Rather OT, but I have a major problem with this line. The population of the
U.S. around the writing of the constitution was ~3 million; if it was a state
today, it would be one of the smaller ones. In many cases, states are not in
any better a position to decide these issues than the federal government. (And
with things like SOPA, per-state regulation would naturally be disastrous.) I
think at this point, very few things can be well decided at the state level;
thus, either the national gov't is needed to keep states from stepping on each
others' toes (tax law and internet taxes), or the national gov't is needed to
keep states from stepping on the rights of citizens of that state - which they
are just as capable of doing as the national gov't was when the idea of state
sovereignty was taken for granted.

tl;dr: states are as capable of screwing things up as the national gov't, and
tend to be less transparent about it.

------
ldar15
This is a shake down. If Facebook, Google, reddit, etc have something to gain
from this, then they need to step and replace the money our poor senators will
lose.
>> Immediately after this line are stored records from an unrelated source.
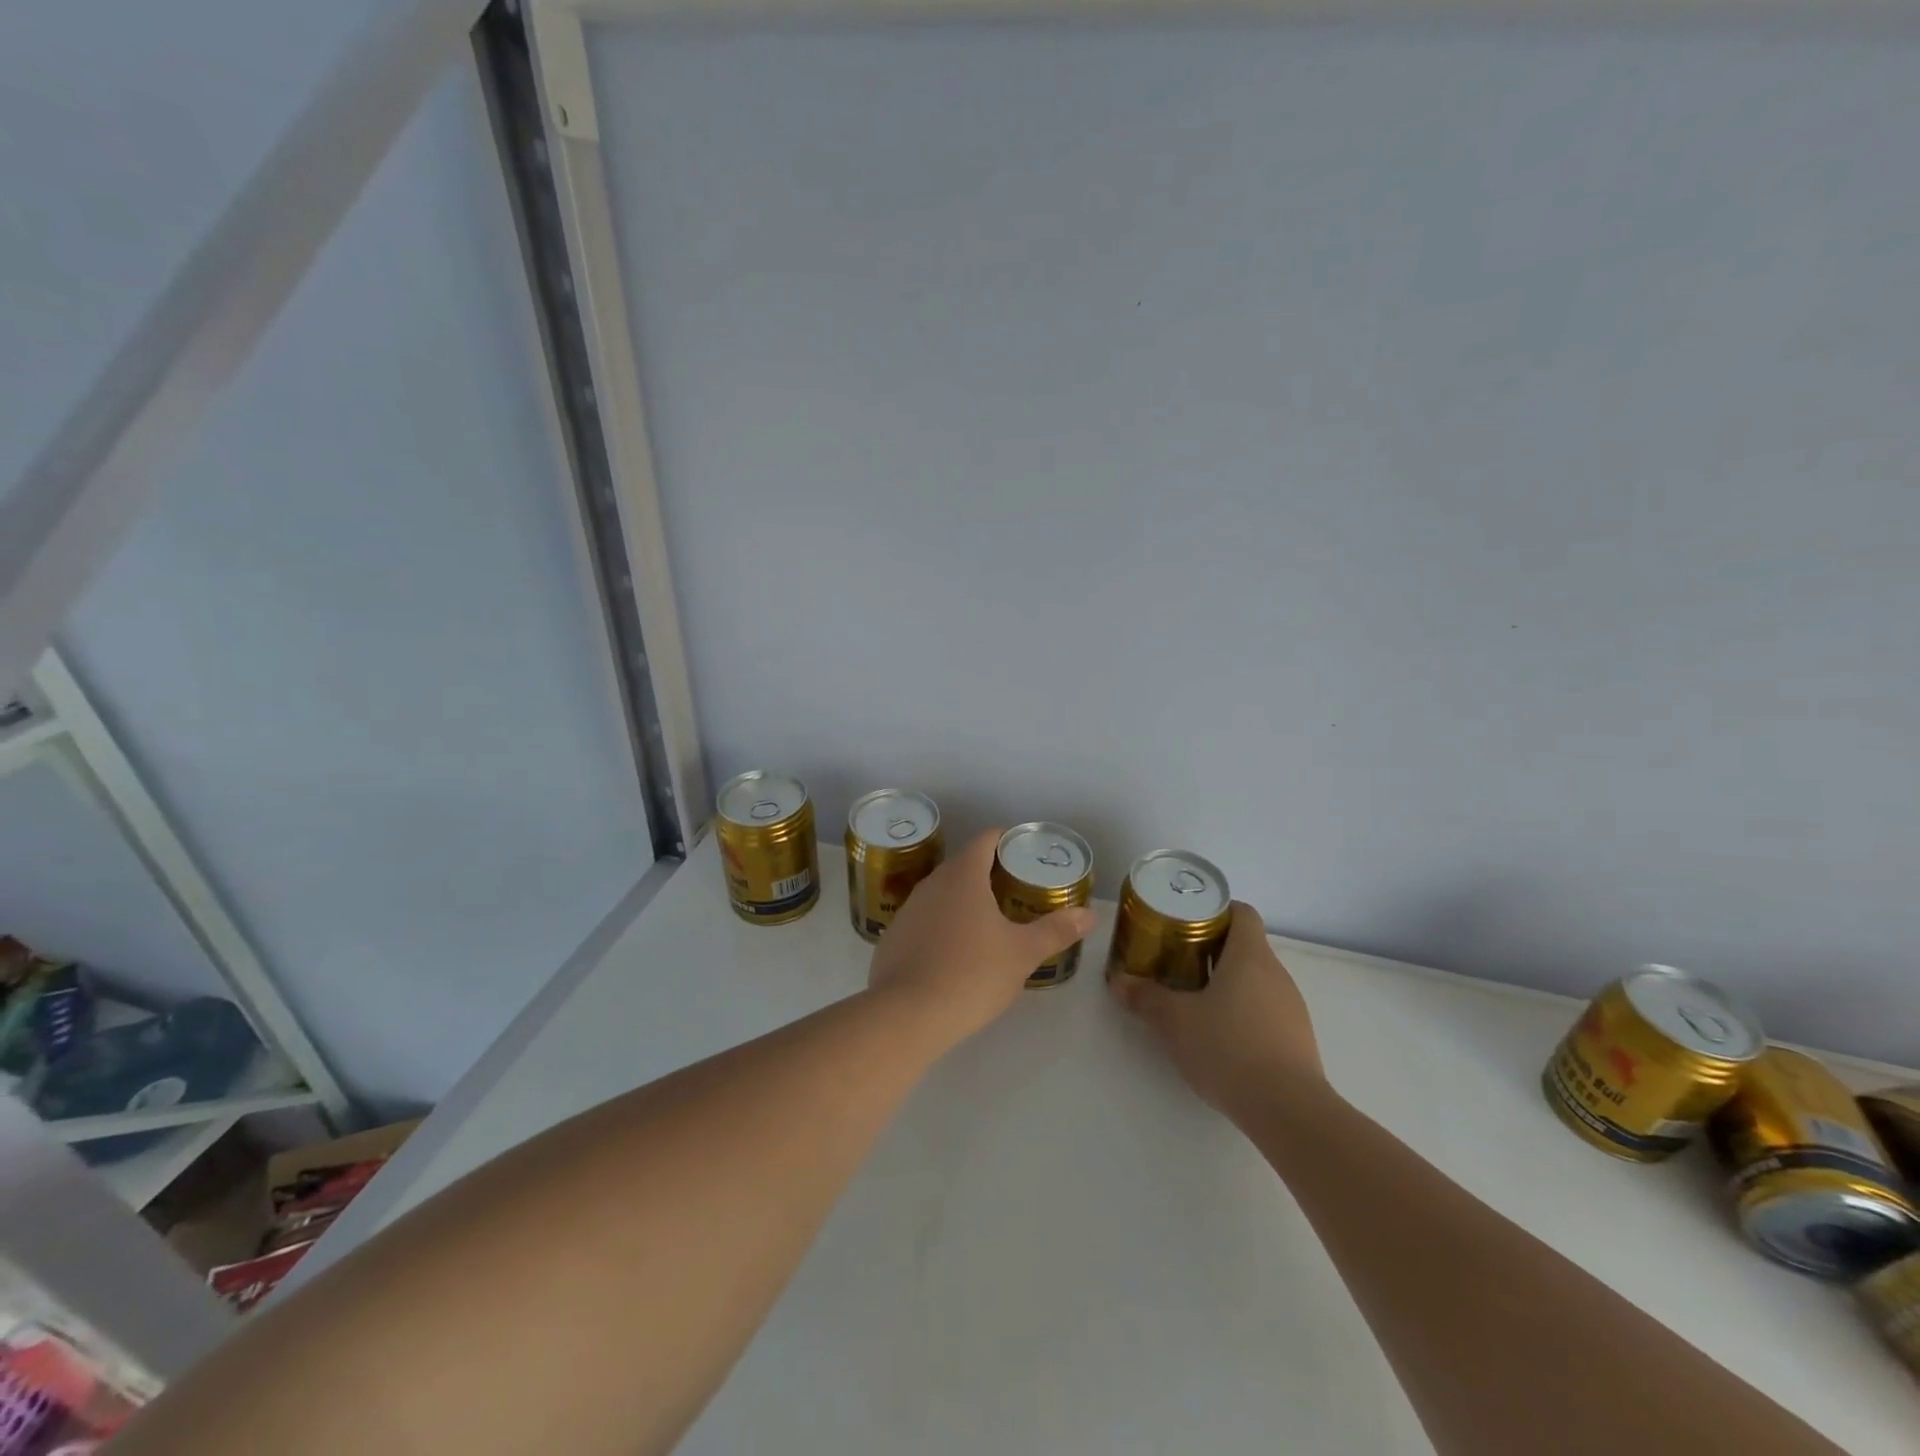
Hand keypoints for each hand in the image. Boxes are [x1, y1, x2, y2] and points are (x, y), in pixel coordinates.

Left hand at [868, 828, 1094, 1042]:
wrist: (907, 1015)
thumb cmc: (972, 974)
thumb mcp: (1022, 954)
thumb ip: (1056, 930)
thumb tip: (1090, 914)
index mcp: (963, 875)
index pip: (986, 839)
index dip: (1007, 839)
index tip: (1026, 852)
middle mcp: (932, 883)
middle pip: (963, 864)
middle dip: (989, 872)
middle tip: (1016, 889)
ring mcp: (908, 910)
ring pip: (941, 893)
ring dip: (963, 900)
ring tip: (989, 921)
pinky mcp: (893, 937)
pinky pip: (924, 920)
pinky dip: (941, 926)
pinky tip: (954, 952)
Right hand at [1107, 902, 1324, 1115]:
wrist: (1288, 1111)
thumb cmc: (1228, 1048)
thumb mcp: (1175, 1021)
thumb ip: (1145, 997)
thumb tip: (1117, 982)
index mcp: (1250, 956)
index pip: (1241, 912)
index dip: (1215, 911)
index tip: (1186, 922)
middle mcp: (1276, 973)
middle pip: (1246, 945)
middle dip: (1212, 949)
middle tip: (1177, 960)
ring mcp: (1292, 1007)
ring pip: (1256, 979)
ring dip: (1227, 982)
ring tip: (1194, 1000)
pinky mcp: (1297, 1039)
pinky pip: (1266, 1009)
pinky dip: (1243, 1011)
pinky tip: (1221, 1036)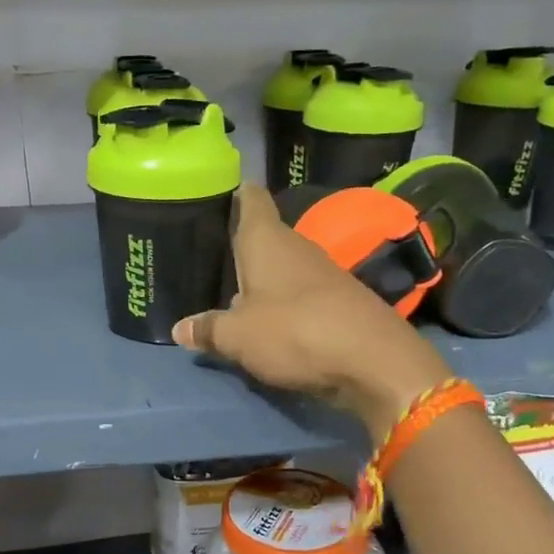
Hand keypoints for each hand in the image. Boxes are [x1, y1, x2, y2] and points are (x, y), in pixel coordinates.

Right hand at [172, 183, 452, 437]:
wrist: (373, 360)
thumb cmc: (294, 332)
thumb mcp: (238, 337)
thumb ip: (208, 329)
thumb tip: (180, 328)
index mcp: (267, 240)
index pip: (252, 199)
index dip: (236, 193)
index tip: (218, 195)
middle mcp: (296, 247)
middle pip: (265, 235)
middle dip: (241, 245)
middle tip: (209, 255)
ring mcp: (322, 273)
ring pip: (283, 266)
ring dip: (263, 278)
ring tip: (231, 290)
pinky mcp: (340, 300)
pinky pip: (300, 293)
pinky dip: (284, 302)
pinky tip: (269, 319)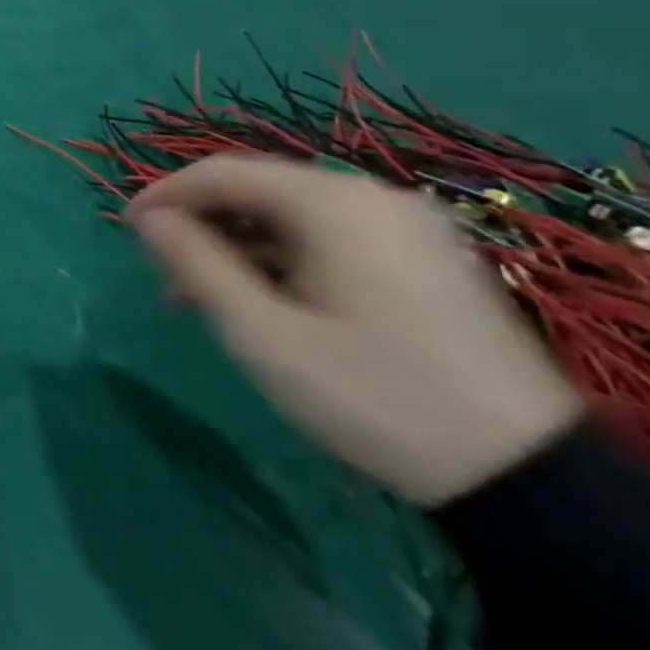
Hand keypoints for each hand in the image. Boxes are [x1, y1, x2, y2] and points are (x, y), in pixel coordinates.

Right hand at [127, 156, 582, 505]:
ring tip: (199, 294)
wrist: (525, 478)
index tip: (124, 228)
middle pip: (256, 189)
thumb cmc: (370, 393)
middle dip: (199, 224)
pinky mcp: (422, 257)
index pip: (221, 172)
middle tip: (161, 269)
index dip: (163, 194)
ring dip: (235, 244)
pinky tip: (258, 298)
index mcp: (332, 203)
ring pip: (289, 215)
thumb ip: (195, 262)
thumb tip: (146, 217)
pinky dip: (279, 256)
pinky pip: (326, 236)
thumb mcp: (261, 332)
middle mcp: (371, 197)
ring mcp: (404, 226)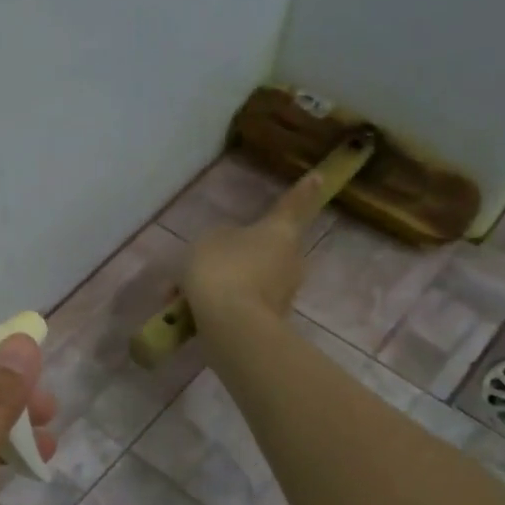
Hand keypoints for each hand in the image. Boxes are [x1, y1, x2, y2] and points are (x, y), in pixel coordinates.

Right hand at [180, 164, 335, 331]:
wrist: (232, 327)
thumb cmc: (222, 271)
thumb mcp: (208, 243)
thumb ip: (220, 240)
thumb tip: (228, 251)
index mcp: (280, 231)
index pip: (292, 206)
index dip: (303, 191)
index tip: (318, 177)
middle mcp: (290, 261)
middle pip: (266, 251)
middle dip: (238, 257)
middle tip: (206, 264)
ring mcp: (283, 294)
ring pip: (250, 282)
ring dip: (224, 286)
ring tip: (186, 296)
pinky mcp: (271, 322)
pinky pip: (243, 307)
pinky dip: (223, 308)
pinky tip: (194, 315)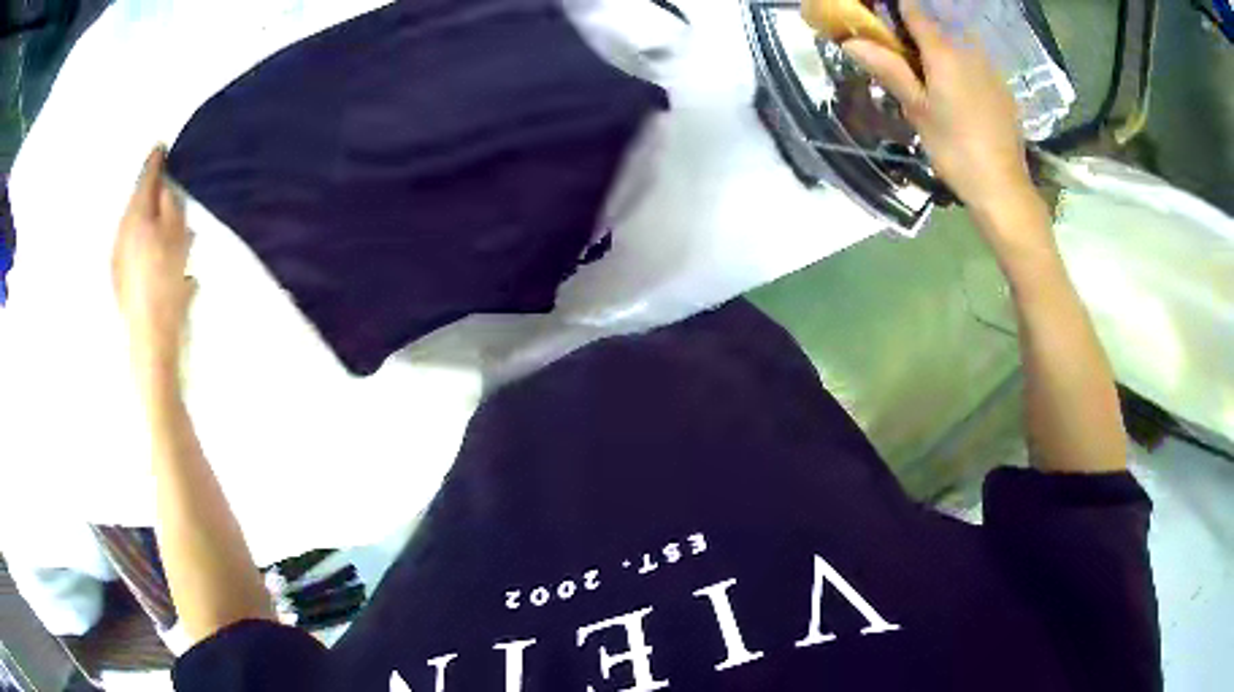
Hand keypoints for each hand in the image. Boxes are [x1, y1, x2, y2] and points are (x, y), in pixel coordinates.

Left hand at [112, 146, 194, 367]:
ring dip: (153, 226)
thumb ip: (170, 205)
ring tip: (172, 233)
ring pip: (137, 232)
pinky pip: (136, 255)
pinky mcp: (121, 284)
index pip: (145, 180)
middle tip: (170, 192)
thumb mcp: (176, 236)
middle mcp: (122, 236)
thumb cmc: (166, 283)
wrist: (150, 340)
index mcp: (136, 218)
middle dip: (154, 198)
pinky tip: (164, 265)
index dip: (155, 162)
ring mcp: (119, 262)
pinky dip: (149, 251)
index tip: (160, 146)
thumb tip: (164, 186)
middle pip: (139, 207)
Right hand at [840, 0, 1036, 217]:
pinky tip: (958, 98)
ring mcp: (989, 68)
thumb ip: (889, 69)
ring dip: (939, 51)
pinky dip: (960, 68)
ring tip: (930, 82)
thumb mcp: (917, 110)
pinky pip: (974, 63)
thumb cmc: (955, 149)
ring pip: (957, 44)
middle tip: (902, 61)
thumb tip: (851, 41)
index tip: (879, 20)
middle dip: (915, 34)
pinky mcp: (1002, 87)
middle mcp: (969, 50)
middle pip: (936, 26)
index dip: (894, 10)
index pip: (913, 10)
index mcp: (944, 51)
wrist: (1003, 187)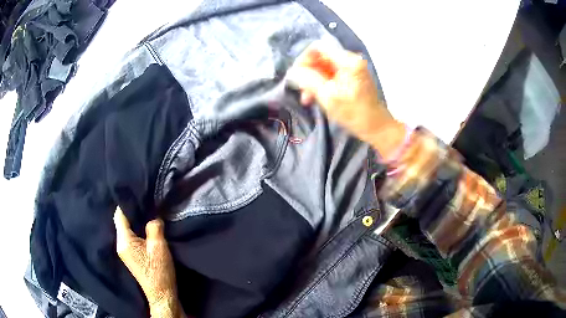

This is how america works. You want legal "protection", you pays your
"taxes".

[http://www.washingtonpost.com/blogs/blogpost/post/sopa-
the-c...](http://www.washingtonpost.com/blogs/blogpost/post/sopa-the-chart-
that-may-have-internet-firms-worried/2011/11/16/gIQAQfGQSN_blog.html)

------
gee_totes
I like how the first slashdot comment is about the article itself, then the
next open comment I see is something about abortion... Go slashdot

------
thekevan
This angers me. It angers me because people don't realize that most often, a
politician gets donations from organizations that already know he agrees with
their goals.

I worked for a politician from a Western State. He got tons of money from
mining, gaming and defense contractors. He openly stated that without those
three industries, his home state would barely exist. Those three employed a
vast majority of his constituents and would thus would always have him in
their corner.

Interestingly, he had a hard time raising money when running against an
opponent who also agreed with the above points.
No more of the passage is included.